SSL Handshake Failure and Failover Failure due to VLAN Trunk Misconfiguration on VCDA Tunnel Appliance
search cancel

SSL Handshake Failure and Failover Failure due to VLAN Trunk Misconfiguration on VCDA Tunnel Appliance

book

Article ID: 439489

calendar_today

Updated On:

Products

VMware vCenter Server VMware Cloud Director VMware Live Recovery

Issue/Introduction

When pairing sites or during standard replication operations in VMware Cloud Director Availability (VCDA) 4.x, you observe the following symptoms:

  • Attempts to pair Site A and Site B fail with the error: "Generic error during the SSL Handshake".
  •  In a multi-uplink environment (e.g., vDS with vmnic1 and vmnic7), the Tunnel appliance loses all connectivity when one physical uplink is brought down, even if the Replicator appliance on the same host fails over correctly.
  • The MAC address of the Tunnel appliance may appear on a physical switch port belonging to a different ESXi host at the network layer.
  • The issue persists only on specific ESXi hosts and disappears when the Tunnel VM is migrated to a different host.

Environment

  • VMware Cloud Director Availability 4.7.x
  • VMware ESXi 

Cause

This issue is caused by a physical network layer misconfiguration where the required replication VLANs are not consistently defined or allowed across all physical trunk ports (uplinks) connected to the ESXi host.

Specifically, if the replication VLAN is "pruned" or restricted on one physical uplink but not the other, the VCDA Tunnel appliance may become "pinned" to a specific path.
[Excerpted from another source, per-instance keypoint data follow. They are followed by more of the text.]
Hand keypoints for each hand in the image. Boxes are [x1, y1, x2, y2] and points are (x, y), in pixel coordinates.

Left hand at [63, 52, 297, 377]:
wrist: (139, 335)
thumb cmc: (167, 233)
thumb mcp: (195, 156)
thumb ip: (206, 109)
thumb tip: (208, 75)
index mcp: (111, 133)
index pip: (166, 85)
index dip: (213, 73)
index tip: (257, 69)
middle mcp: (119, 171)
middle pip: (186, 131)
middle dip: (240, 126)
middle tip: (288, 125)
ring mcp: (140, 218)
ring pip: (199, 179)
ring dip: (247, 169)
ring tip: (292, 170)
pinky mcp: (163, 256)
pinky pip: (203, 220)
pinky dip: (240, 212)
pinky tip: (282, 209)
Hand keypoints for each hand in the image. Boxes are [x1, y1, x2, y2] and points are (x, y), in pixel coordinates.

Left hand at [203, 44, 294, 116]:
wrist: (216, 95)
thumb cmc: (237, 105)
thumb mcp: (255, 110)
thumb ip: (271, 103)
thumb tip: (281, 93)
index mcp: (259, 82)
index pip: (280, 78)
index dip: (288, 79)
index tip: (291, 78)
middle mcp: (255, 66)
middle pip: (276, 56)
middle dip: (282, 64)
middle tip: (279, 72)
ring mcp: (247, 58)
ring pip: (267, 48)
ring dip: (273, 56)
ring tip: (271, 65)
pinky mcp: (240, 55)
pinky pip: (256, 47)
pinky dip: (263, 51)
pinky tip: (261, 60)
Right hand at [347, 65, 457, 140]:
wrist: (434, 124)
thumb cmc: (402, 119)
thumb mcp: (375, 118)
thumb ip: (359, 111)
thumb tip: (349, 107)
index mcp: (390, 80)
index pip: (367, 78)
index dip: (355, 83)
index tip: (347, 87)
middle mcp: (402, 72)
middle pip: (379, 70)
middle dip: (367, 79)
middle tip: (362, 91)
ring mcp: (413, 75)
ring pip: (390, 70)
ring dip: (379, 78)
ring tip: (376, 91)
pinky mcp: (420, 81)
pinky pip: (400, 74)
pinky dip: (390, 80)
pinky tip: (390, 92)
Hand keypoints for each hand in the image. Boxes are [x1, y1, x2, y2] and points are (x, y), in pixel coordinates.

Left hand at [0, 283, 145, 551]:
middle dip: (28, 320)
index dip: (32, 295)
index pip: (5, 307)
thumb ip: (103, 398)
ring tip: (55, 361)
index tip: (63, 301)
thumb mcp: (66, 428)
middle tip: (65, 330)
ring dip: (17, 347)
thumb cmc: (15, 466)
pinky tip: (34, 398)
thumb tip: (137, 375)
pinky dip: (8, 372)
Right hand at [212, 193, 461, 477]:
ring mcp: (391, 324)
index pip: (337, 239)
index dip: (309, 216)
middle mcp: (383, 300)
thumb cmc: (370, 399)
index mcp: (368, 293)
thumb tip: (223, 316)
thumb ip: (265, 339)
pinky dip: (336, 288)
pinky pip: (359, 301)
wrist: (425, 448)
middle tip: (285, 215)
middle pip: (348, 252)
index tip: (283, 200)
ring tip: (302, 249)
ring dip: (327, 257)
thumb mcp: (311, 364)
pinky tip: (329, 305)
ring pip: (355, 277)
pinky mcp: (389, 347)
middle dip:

When that path fails or the vDS attempts to balance traffic to the restricted uplink, the MAC learning fails, and the SSL handshake times out because the packets cannot reach the destination.

Resolution

To resolve this issue, reconfigure the physical switch ports to ensure that all replication-related VLANs are fully allowed on all uplinks serving the ESXi host.
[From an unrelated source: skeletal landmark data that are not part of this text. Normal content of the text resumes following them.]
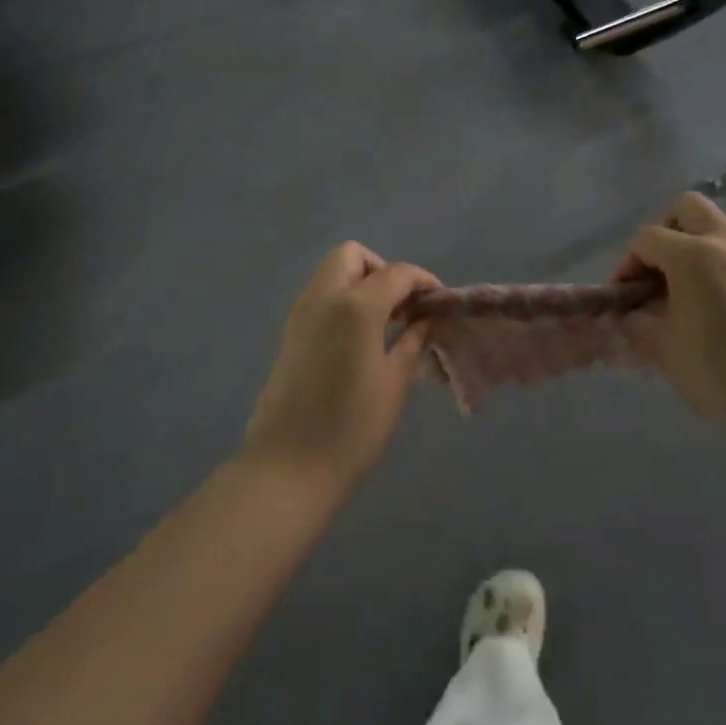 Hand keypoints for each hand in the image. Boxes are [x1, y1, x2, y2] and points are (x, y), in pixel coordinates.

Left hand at [243, 244, 439, 493]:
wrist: (287, 468)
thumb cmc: (352, 429)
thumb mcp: (393, 383)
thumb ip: (411, 341)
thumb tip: (424, 319)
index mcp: (356, 306)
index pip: (396, 273)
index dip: (422, 280)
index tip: (438, 301)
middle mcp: (324, 298)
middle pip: (353, 256)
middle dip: (382, 269)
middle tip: (402, 305)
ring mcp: (301, 314)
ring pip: (332, 272)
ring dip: (360, 282)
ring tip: (385, 322)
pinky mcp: (290, 333)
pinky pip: (320, 296)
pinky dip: (343, 299)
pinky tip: (360, 337)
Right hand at [615, 193, 725, 447]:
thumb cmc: (717, 371)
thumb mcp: (663, 348)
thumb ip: (640, 322)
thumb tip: (630, 315)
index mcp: (694, 255)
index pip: (647, 238)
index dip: (627, 264)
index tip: (625, 298)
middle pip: (689, 208)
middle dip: (667, 231)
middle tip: (660, 271)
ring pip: (722, 235)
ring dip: (700, 255)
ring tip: (693, 299) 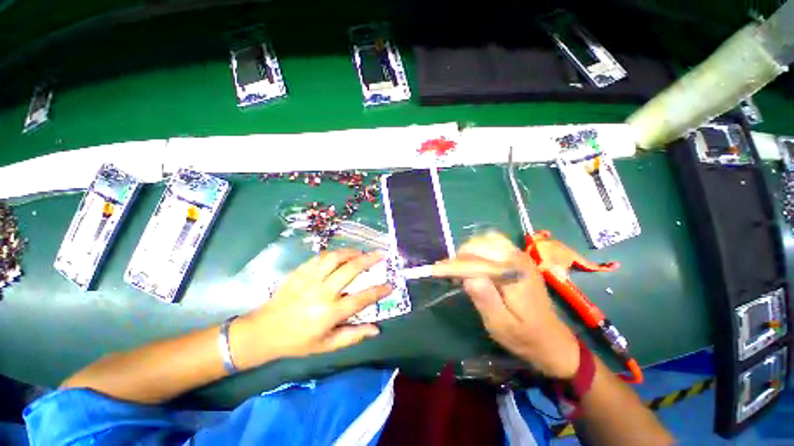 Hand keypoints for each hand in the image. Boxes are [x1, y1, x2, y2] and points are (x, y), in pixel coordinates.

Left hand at [230, 250, 392, 368]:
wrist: (264, 331)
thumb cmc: (298, 341)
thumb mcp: (327, 345)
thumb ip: (353, 336)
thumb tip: (376, 329)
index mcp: (330, 313)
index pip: (362, 298)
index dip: (379, 291)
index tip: (390, 285)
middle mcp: (322, 293)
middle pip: (351, 270)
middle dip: (369, 260)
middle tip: (380, 255)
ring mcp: (309, 279)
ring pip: (335, 258)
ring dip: (351, 252)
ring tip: (361, 252)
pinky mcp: (300, 272)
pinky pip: (320, 257)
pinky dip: (334, 254)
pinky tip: (340, 255)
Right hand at [433, 233, 579, 378]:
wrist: (552, 340)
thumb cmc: (524, 336)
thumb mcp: (500, 325)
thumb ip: (485, 298)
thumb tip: (467, 276)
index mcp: (514, 275)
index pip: (477, 260)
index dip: (454, 265)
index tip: (436, 270)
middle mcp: (518, 259)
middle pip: (482, 243)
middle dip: (461, 255)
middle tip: (449, 272)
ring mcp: (521, 256)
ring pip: (488, 239)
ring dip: (470, 249)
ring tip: (461, 266)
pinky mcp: (519, 259)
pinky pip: (495, 243)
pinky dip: (480, 248)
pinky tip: (475, 262)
  1. Audit Physical Switch Configuration: Coordinate with the network team to inspect the physical switch ports connected to the affected ESXi host's uplinks 
  2. Verify VLAN Trunking: Ensure that all VLAN IDs used by the VCDA Portgroups are included in the "allowed" list for these ports.
  3. Expand VLAN Definitions: Change the VLAN definition from a restricted trunk (specific IDs) to a full trunk (ensuring all necessary replication VLANs are explicitly allowed and tagged) across all participating physical switch ports.
  4. Disable Switch Port Security: Verify that features such as Port SecuritySticky MAC, or MAC Address Learning Limits are not blocking the VM's MAC address from moving between physical ports.
  5. After resolving the networking issues, retry the site pairing task from VCDA:

    For an environment with two Cloud Director sites, Pair or Re-pair the site.
    For an environment with On-Premises sites, Re-pair the remote site.